10y/10y Forward TIPS yields, Graph: Narayana Kocherlakota, Fed-Präsident Minneapolis, Sept 8, 2015
Der neutrale Realzins ist eine latente, nicht
beobachtbare, aus Sicht der Geldpolitik aber eine entscheidende Variable. Denn
das Ziel des geldpolitischen Ausschusses (FOMC)
der US-Notenbank ist eine maximale Beschäftigung zu erreichen und die Inflation
auf längere Sicht bei 2% zu halten.
Der FOMC kann dieses Ziel nur dann erfüllen, wenn
sichergestellt werden kann, dass der Realzins im Markt mit dem neutralen
Realzins auf lange Sicht übereinstimmt.
Im Gegensatz, wenn der Realzins im Markt auf lange
Sicht im Verhältnis zum neutralen Realzins voraussichtlich zu hoch ist, dann reicht
die Akkommodierung durch die Notenbank nicht aus. In diesem Fall ist zu
erwarten, dass die Inflation unter dem Zielwert verläuft und die Beschäftigung
unter dem maximalen Niveau bleibt.
Kocherlakota deutet auf die 10-Jahres-Termin
Rendite von inflationsgeschützten US-Staatsanleihen (10y/10y forward yield on TIPS) hin, um zu zeigen, dass der
langfristige neutrale Realzins in den USA in den letzten Jahren zurückgegangen
ist. Der besagte Messwert gibt an, wo die Marktteilnehmer die jährliche
Realrendite auf 10 Jahre in den kommenden 10 Jahren (betrachtet von heute aus)
sehen.
Vor dem Ausbruch der globalen Finanzkrise von 2008
lag die Rendite der 10y/10y Forward TIPS
im Zeitraum von 2004 bis 2007 zwischen 2% und 2,5%. Und sie beläuft sich in den
vergangenen Jahren auf einen Wert unterhalb von 1,5%.
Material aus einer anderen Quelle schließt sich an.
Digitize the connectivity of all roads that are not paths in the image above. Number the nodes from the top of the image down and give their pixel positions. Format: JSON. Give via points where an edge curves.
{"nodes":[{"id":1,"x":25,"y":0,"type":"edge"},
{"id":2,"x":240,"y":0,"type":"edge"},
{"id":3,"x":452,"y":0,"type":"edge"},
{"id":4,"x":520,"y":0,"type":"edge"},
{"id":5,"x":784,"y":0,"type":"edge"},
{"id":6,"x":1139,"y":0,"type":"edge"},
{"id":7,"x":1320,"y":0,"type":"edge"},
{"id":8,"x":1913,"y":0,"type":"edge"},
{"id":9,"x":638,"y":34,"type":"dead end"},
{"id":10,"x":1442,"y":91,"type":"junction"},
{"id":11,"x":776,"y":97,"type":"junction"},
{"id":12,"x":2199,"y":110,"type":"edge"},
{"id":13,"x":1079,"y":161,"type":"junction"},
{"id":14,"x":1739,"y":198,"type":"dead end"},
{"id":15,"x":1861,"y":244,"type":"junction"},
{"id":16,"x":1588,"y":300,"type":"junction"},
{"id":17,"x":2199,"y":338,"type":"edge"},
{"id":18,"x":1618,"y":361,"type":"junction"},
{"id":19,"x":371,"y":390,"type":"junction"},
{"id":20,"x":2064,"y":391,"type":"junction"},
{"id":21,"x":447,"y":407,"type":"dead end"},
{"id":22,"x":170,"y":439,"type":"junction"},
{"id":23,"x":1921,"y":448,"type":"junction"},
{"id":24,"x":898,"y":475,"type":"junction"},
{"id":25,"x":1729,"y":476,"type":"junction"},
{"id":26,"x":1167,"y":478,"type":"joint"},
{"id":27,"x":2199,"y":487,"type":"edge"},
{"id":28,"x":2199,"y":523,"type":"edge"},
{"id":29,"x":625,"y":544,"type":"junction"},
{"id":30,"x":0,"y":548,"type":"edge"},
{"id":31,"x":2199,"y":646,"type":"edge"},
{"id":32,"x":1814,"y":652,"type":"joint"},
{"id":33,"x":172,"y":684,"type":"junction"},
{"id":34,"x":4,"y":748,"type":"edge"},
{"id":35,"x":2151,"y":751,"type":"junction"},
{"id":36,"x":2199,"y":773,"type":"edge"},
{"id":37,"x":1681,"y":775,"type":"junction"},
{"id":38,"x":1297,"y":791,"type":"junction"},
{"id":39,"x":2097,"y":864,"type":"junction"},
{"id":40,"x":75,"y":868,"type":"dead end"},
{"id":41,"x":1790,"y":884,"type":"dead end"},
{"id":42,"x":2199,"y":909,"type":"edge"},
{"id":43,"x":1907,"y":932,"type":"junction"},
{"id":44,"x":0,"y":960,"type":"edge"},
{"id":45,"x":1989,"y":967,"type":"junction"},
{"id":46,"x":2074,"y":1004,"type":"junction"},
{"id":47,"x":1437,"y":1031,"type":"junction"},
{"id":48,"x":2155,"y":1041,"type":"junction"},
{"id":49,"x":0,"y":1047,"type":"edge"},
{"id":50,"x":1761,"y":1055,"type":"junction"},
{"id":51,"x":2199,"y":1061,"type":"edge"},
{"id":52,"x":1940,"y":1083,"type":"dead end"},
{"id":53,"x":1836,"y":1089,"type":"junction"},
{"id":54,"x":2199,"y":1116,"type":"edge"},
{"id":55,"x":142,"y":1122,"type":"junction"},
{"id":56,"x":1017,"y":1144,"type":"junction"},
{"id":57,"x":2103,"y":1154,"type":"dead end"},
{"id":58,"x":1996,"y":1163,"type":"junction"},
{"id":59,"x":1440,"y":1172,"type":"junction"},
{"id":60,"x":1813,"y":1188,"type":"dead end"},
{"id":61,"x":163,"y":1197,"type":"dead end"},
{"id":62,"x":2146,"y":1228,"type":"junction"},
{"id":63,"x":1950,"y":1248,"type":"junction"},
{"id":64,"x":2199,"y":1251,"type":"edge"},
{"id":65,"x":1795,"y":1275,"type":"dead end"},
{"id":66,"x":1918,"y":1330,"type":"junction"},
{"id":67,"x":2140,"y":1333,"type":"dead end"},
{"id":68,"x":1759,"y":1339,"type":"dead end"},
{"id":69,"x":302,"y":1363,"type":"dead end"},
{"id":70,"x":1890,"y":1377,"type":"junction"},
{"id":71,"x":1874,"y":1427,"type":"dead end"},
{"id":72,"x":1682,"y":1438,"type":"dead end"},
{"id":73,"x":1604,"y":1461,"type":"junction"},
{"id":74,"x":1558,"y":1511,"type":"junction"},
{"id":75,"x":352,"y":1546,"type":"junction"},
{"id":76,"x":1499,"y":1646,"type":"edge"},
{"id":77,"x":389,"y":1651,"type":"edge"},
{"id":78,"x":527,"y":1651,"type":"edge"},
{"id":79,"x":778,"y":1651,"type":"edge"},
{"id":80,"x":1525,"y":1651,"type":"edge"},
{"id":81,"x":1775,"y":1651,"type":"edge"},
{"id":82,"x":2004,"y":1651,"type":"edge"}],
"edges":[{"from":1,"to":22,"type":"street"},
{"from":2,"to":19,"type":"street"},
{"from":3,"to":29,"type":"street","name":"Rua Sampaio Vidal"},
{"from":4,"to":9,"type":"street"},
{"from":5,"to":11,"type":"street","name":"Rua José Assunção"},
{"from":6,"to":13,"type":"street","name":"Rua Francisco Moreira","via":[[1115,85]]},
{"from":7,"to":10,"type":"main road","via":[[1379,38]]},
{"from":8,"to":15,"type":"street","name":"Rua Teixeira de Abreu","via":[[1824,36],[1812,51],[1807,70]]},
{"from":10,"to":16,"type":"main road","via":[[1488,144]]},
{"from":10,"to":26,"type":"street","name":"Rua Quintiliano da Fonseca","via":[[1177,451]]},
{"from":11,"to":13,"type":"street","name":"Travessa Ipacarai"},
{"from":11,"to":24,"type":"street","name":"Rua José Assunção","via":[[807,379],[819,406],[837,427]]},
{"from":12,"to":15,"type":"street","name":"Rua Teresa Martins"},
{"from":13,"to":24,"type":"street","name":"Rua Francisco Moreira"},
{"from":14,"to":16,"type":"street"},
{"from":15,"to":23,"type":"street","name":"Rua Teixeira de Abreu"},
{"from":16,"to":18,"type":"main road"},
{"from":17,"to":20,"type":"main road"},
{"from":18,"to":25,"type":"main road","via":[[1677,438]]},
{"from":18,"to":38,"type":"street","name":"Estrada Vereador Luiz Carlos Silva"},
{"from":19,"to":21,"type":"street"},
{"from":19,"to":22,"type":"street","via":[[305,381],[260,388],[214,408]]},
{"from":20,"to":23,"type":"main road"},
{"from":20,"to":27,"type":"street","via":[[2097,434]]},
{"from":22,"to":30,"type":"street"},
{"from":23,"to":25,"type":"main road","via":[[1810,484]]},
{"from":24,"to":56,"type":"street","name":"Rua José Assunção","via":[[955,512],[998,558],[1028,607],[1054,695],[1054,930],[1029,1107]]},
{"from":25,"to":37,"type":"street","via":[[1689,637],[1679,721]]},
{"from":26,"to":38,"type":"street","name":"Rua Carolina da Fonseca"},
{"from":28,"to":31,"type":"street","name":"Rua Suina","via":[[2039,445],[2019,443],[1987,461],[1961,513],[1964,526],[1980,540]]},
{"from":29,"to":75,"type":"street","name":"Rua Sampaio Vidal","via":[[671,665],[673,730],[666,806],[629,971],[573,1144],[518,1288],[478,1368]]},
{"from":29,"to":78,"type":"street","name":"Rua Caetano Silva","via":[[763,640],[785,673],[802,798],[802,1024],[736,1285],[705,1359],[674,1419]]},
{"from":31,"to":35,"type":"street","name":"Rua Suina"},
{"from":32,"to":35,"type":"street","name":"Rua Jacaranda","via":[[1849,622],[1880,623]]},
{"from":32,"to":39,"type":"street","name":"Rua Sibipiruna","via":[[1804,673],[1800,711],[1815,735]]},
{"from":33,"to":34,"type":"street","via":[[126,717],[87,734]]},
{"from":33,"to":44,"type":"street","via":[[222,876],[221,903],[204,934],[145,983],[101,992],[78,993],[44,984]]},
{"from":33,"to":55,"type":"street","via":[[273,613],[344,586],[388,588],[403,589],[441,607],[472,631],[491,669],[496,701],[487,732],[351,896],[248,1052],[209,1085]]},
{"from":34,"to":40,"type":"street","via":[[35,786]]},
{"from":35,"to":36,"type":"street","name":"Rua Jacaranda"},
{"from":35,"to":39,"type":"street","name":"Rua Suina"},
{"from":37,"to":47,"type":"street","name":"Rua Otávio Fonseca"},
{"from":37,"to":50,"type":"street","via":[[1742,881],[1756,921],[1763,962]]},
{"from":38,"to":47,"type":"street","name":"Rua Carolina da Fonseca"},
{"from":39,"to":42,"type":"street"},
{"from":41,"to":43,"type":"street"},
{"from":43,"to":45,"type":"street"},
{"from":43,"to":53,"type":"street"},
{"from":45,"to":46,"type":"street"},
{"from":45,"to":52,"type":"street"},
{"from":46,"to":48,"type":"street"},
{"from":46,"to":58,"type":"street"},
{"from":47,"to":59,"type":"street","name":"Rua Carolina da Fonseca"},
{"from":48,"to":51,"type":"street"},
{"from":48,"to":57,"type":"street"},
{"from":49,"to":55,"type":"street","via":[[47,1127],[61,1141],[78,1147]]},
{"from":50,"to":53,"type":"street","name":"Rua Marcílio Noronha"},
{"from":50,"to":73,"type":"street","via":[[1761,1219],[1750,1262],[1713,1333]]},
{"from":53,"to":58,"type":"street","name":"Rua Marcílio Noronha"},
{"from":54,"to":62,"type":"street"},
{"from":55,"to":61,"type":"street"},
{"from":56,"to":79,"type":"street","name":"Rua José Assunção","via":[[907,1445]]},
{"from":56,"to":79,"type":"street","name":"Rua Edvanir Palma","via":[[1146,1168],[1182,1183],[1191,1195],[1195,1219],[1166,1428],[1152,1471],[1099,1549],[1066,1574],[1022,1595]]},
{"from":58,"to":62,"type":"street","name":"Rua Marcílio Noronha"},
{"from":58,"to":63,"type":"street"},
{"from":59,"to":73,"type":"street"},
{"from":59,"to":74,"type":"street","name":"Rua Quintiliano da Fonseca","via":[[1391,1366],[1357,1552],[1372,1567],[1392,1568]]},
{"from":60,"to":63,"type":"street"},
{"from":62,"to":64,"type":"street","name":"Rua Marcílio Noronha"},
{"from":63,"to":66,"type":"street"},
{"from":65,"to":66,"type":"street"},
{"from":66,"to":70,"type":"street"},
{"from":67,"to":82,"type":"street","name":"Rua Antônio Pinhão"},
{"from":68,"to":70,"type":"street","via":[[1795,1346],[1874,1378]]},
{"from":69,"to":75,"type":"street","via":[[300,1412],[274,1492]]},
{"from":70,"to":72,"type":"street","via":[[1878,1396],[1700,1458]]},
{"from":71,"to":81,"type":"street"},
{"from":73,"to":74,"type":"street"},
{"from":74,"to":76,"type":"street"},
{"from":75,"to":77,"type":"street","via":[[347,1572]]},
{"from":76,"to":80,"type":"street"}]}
Kocherlakota sieht mindestens zwei mögliche Gründe
für den Rückgang der Realzinsen am Markt: (a) der langfristige neutrale
Realzins ist zurückgefallen, (b) die Investoren erwarten eine lockere
Geldpolitik, bedingt durch einen unveränderten langfristig neutralen Realzins.
Daraus ergeben sich drei Konsequenzen: erhöhte
Preise von Vermögenswerten, erhöhte Volatilität von Vermögenswerten und die
erhöhte Fusionsaktivitäten. Der Rückgang des neutralen Realzinses stellt die
Notenbank möglicherweise vor einen schwierigen Kompromiss (trade-off):
Auf der einen Seite bedeutet ein niedriger
neutraler Realzins, dass der FOMC die Realzinsen ungewöhnlich niedrig halten
muss, wenn die FOMC-Mitglieder die Aufgaben in Sachen Beschäftigung und
Inflation erfüllen wollen. Und auf der anderen Seite wird das Risiko der
finanziellen Stabilität erhöht, wenn der Realzins dauerhaft niedrig gehalten
wird.
Damit steige laut Kocherlakota die
Wahrscheinlichkeit, dass der FOMC seine Ziele angesichts der wachsenden
Finanzstabilität nicht erreichen kann, weil die herkömmliche Geldpolitik an
Zugkraft verliert, wenn die Nominal-Zinsen nahe Null-Grenze liegen bleiben.
Kocherlakota hält daher als Fazit fest, dass expansive
Fiskalpolitik dazu beitragen kann, den neutralen Realzins zu erhöhen. Und der
FOMC könnte damit die Zinsen wieder anheben.
PS:
Kocherlakota bevorzugt in seinen agnostischen Schlussfolgerungen overlapping generations (Paul Samuelson und Peter Diamond) and incomplete markets (Truman Bewley und S. Rao Aiyagari) Modelle anstatt Richardian-equivalence-Mechanismus besondere Bedeutung beizumessen.